EXERCISE => The records below need to be restated word for word.

STUDY MATERIAL =>
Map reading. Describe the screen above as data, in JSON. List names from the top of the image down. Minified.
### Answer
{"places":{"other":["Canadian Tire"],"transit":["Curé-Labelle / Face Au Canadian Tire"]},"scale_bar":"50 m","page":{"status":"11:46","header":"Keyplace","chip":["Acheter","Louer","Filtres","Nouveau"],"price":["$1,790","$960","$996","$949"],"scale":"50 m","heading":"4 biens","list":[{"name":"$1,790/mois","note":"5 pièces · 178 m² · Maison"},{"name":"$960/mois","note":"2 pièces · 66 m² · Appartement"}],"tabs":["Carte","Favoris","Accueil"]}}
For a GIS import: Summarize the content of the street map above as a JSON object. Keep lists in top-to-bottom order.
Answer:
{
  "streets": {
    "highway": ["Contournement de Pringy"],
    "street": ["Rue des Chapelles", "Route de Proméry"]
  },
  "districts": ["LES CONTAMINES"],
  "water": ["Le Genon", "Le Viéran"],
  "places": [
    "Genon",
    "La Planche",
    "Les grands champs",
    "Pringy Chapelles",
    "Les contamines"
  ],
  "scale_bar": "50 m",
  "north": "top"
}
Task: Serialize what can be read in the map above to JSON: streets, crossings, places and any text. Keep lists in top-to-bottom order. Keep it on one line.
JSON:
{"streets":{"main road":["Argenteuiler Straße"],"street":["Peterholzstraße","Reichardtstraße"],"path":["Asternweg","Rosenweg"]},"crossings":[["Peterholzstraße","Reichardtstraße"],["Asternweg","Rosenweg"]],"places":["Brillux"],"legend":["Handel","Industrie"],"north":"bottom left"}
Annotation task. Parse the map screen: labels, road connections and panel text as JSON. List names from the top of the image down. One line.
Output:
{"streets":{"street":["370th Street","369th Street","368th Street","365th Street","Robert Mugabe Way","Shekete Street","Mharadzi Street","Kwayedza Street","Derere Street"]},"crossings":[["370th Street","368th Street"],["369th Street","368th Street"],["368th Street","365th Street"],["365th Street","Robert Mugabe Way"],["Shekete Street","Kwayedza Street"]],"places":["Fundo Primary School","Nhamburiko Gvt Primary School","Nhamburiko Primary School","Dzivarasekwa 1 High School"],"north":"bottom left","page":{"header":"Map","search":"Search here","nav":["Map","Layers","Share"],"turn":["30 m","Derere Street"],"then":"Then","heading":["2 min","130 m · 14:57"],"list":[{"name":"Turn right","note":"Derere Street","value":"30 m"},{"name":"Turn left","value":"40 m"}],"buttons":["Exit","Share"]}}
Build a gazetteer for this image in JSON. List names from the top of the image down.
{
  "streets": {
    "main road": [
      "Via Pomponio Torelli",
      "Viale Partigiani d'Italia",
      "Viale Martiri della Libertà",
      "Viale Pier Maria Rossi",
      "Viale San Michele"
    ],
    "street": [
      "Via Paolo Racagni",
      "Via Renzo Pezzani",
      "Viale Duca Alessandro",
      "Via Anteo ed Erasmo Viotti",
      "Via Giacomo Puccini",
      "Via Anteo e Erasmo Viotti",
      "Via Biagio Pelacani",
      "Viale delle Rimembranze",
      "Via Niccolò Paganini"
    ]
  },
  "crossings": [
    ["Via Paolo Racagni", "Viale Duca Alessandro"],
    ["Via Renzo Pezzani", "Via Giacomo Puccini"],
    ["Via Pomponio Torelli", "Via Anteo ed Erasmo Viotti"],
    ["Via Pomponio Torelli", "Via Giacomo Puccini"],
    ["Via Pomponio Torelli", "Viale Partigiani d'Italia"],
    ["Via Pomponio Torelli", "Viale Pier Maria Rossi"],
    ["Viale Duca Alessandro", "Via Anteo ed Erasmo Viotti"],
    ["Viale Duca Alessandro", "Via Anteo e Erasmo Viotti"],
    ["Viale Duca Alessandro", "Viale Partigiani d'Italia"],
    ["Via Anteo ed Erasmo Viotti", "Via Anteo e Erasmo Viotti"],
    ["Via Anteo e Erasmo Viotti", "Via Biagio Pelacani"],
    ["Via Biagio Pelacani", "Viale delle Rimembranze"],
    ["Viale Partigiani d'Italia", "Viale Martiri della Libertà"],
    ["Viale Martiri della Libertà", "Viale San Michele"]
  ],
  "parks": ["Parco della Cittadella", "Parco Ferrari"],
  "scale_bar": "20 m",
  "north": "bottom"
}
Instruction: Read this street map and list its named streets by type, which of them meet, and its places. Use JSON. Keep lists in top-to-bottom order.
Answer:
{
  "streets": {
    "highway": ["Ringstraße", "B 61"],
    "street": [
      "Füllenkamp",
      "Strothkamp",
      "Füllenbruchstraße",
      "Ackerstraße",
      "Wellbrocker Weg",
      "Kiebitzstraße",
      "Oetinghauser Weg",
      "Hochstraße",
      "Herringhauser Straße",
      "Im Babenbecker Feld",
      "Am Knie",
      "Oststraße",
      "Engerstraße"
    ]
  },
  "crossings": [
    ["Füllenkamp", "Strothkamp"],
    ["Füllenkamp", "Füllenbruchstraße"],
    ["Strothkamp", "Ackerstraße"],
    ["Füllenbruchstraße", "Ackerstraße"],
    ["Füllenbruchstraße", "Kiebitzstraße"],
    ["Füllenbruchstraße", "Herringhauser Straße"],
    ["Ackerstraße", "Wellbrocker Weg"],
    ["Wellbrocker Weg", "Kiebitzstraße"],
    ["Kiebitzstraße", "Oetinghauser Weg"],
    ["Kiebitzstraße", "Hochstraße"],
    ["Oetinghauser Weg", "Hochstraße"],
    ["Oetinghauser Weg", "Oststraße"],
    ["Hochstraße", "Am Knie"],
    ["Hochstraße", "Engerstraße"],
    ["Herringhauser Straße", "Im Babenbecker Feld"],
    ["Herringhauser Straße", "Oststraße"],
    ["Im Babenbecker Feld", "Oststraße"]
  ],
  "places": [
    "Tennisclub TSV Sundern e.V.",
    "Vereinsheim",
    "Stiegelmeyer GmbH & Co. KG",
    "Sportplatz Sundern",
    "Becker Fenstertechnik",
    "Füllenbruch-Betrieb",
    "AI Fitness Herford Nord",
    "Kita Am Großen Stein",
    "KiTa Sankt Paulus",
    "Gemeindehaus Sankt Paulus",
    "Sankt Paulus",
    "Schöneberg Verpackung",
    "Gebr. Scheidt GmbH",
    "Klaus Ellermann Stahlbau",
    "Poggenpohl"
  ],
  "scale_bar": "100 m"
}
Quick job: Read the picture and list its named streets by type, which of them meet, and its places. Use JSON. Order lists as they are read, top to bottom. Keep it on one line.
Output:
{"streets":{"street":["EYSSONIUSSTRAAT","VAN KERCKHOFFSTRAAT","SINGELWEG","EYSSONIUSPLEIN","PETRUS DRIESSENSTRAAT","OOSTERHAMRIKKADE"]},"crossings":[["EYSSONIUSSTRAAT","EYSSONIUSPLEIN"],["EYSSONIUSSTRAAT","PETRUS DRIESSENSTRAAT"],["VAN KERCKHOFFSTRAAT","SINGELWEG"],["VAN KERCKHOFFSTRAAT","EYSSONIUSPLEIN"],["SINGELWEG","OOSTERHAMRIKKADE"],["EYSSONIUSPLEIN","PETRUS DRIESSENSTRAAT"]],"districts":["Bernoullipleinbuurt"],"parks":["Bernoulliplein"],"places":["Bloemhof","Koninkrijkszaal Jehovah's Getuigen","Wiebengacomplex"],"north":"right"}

EXERCISE OUTPUT =>
Map reading. Describe the screen above as data, in JSON. List names from the top of the image down. Minified.
### Answer
{"places":{"other":["Canadian Tire"],"transit":["Curé-Labelle / Face Au Canadian Tire"]},"scale_bar":"50 m","page":{"status":"11:46","header":"Keyplace","chip":["Acheter","Louer","Filtres","Nouveau"],"price":["$1,790","$960","$996","$949"],"scale":"50 m","heading":"4 biens","list":[{"name":"$1,790/mois","note":"5 pièces · 178 m² · Maison"},{"name":"$960/mois","note":"2 pièces · 66 m² · Appartement"}],"tabs":["Carte","Favoris","Accueil"]}}
For a GIS import: Summarize the content of the street map above as a JSON object. Keep lists in top-to-bottom order.
Answer:
{
  "streets": {
    "highway": ["Contournement de Pringy"],
    "street": ["Rue des Chapelles", "Route de Proméry"]
  },
  "districts": ["LES CONTAMINES"],
  "water": ["Le Genon", "Le Viéran"],
  "places": [
    "Genon",
    "La Planche",
    "Les grands champs",
    "Pringy Chapelles",
    "Les contamines"
  ],
  "scale_bar": "50 m",
  "north": "top"
}
Task: Serialize what can be read in the map above to JSON: streets, crossings, places and any text. Keep lists in top-to-bottom order. Keep it on one line.
JSON:
{"streets":{"main road":["Argenteuiler Straße"],"street":["Peterholzstraße","Reichardtstraße"],"path":["Asternweg","Rosenweg"]},"crossings":[["Peterholzstraße","Reichardtstraße"],["Asternweg","Rosenweg"]],"places":["Brillux"],"legend":["Handel","Industrie"],"north":"bottom left"}
Annotation task. Parse the map screen: labels, road connections and panel text as JSON. List names from the top of the image down. One line.
Output:
{"streets":{"street":["370th Street","369th Street","368th Street","365th Street","Robert Mugabe Way","Shekete Street","Mharadzi Street","Kwayedza Street","Derere Street"]},"crossings":[["370th Street","368th Street"],["369th Street","368th Street"],["368th Street","365th Street"],["365th Street","Robert Mugabe Way"],["Shekete Street","Kwayedza Street"]],"places":["Fundo Primary School","Nhamburiko Gvt Primary School","Nhamburiko Primary School","Dzivarasekwa 1 High School"],"north":"bottom left","page":{"header":"Map","search":"Search here","nav":["Map","Layers","Share"],"turn":["30 m","Derere Street"],"then":"Then","heading":["2 min","130 m · 14:57"],"list":[{"name":"Turn right","note":"Derere Street","value":"30 m"},{"name":"Turn left","value":"40 m"}],"buttons":["Exit","Share"]}}
Build a gazetteer for this image in JSON. List names from the top of the image down.
{
  "streets": {
    "main road": [
      "Via Pomponio Torelli",
      "Viale Partigiani d'Italia",
      "Viale Martiri della Libertà",
      "Viale Pier Maria Rossi",
      "Viale San Michele"
    ],
    "street": [
      "Via Paolo Racagni",
      "Via Renzo Pezzani",
      "Viale Duca Alessandro",
      "Via Anteo ed Erasmo Viotti",
      "Via Giacomo Puccini",
      "Via Anteo e Erasmo Viotti",
      "Via Biagio Pelacani",
      "Viale delle Rimembranze",
      "Via Niccolò Paganini"
    ]
  },
  "crossings": [
    ["Via Paolo Racagni", "Viale Duca Alessandro"],
    ["Via Renzo Pezzani", "Via Giacomo Puccini"],
    ["Via Pomponio Torelli", "Via Anteo ed Erasmo Viotti"],
    ["Via Pomponio Torelli", "Via Giacomo Puccini"],
    ["Via Pomponio Torelli", "Viale Partigiani d'Italia"],
    ["Via Pomponio Torelli", "Viale Pier Maria Rossi"],
    ["Viale Duca Alessandro", "Via Anteo ed Erasmo Viotti"],
    ["Viale Duca Alessandro", "Via Anteo e Erasmo Viotti"],
    ["Viale Duca Alessandro", "Viale Partigiani d'Italia"],
    ["Via Anteo ed Erasmo Viotti", "Via Anteo e Erasmo Viotti"],
    ["Via Anteo e Erasmo Viotti", "Via Biagio Pelacani"],
    ["Via Biagio Pelacani", "Viale delle Rimembranze"],
    ["Viale Partigiani d'Italia", "Viale Martiri della Libertà"],
    ["Viale Martiri della Libertà", "Viale San Michele"]
  ],
  "parks": ["Parco della Cittadella", "Parco Ferrari"],
  "scale_bar": "20 m",
  "north": "bottom"
}
Instruction: Read this street map and list its named streets by type, which of them meet, and its places. Use JSON. Keep lists in top-to-bottom order.
Answer:
{
  "streets": {
    "highway": ["Ringstraße", "B 61"],
    "street": [
      "Füllenkamp",
      "Strothkamp",
      "Füllenbruchstraße",
      "Ackerstraße",
      "Wellbrocker Weg",
      "Kiebitzstraße",
      "Oetinghauser Weg",
      "Hochstraße",
      "Herringhauser Straße",
      "Im Babenbecker Feld",
      "Am Knie",
      "Oststraße",
      "Engerstraße"
    ]
  },
  "crossings": [
    ["Füllenkamp", "Strothkamp"],
    ["Füllenkamp", "Füllenbruchstraße"],
    ["Strothkamp", "Ackerstraße"],
    ["Füllenbruchstraße", "Ackerstraße"],
    ["Füllenbruchstraße", "Kiebitzstraße"],
    ["Füllenbruchstraße", "Herringhauser Straße"],
    ["Ackerstraße", "Wellbrocker Weg"],
    ["Wellbrocker Weg", "Kiebitzstraße"],
    ["Kiebitzstraße", "Oetinghauser Weg"],
    ["Kiebitzstraße", "Hochstraße"],
    ["Oetinghauser Weg", "Hochstraße"],
    ["Oetinghauser Weg", "Oststraße"],
    ["Hochstraße", "Am Knie"],
    ["Hochstraße", "Engerstraße"],
    ["Herringhauser Straße", "Im Babenbecker Feld"],
    ["Herringhauser Straße", "Oststraße"],
    ["Im Babenbecker Feld", "Oststraße"]
  ],
  "places": [
    "Tennisclub TSV Sundern e.V.",
    "Vereinsheim",
    "Stiegelmeyer GmbH & Co. KG",
    "Sportplatz Sundern",
    "Becker Fenstertechnik",
    "Füllenbruch-Betrieb",
    "AI Fitness Herford Nord",
    "Kita Am Großen Stein",
    "KiTa Sankt Paulus",
    "Gemeindehaus Sankt Paulus",
    "Sankt Paulus",
    "Schöneberg Verpackung",
    "Gebr. Scheidt GmbH",
    "Klaus Ellermann Stahlbau",
    "Poggenpohl"
  ],
  "scale_bar": "100 m"
}
Quick job: Read the picture and list its named streets by type, which of them meet, and its places. Use JSON. Order lists as they are read, top to bottom. Keep it on one line.
Output:
{"streets":{"street":["EYSSONIUSSTRAAT","VAN KERCKHOFFSTRAAT","SINGELWEG","EYSSONIUSPLEIN","PETRUS DRIESSENSTRAAT","OOSTERHAMRIKKADE"]},"crossings":[["EYSSONIUSSTRAAT","EYSSONIUSPLEIN"],["EYSSONIUSSTRAAT","PETRUS DRIESSENSTRAAT"],["VAN KERCKHOFFSTRAAT","SINGELWEG"],["VAN KERCKHOFFSTRAAT","EYSSONIUSPLEIN"],["SINGELWEG","OOSTERHAMRIKKADE"],["EYSSONIUSPLEIN","PETRUS DRIESSENSTRAAT"]],"districts":["Bernoullipleinbuurt"],"parks":["Bernoulliplein"],"places":["Bloemhof","Koninkrijkszaal Jehovah's Getuigen","Wiebengacomplex"],"north":"right"}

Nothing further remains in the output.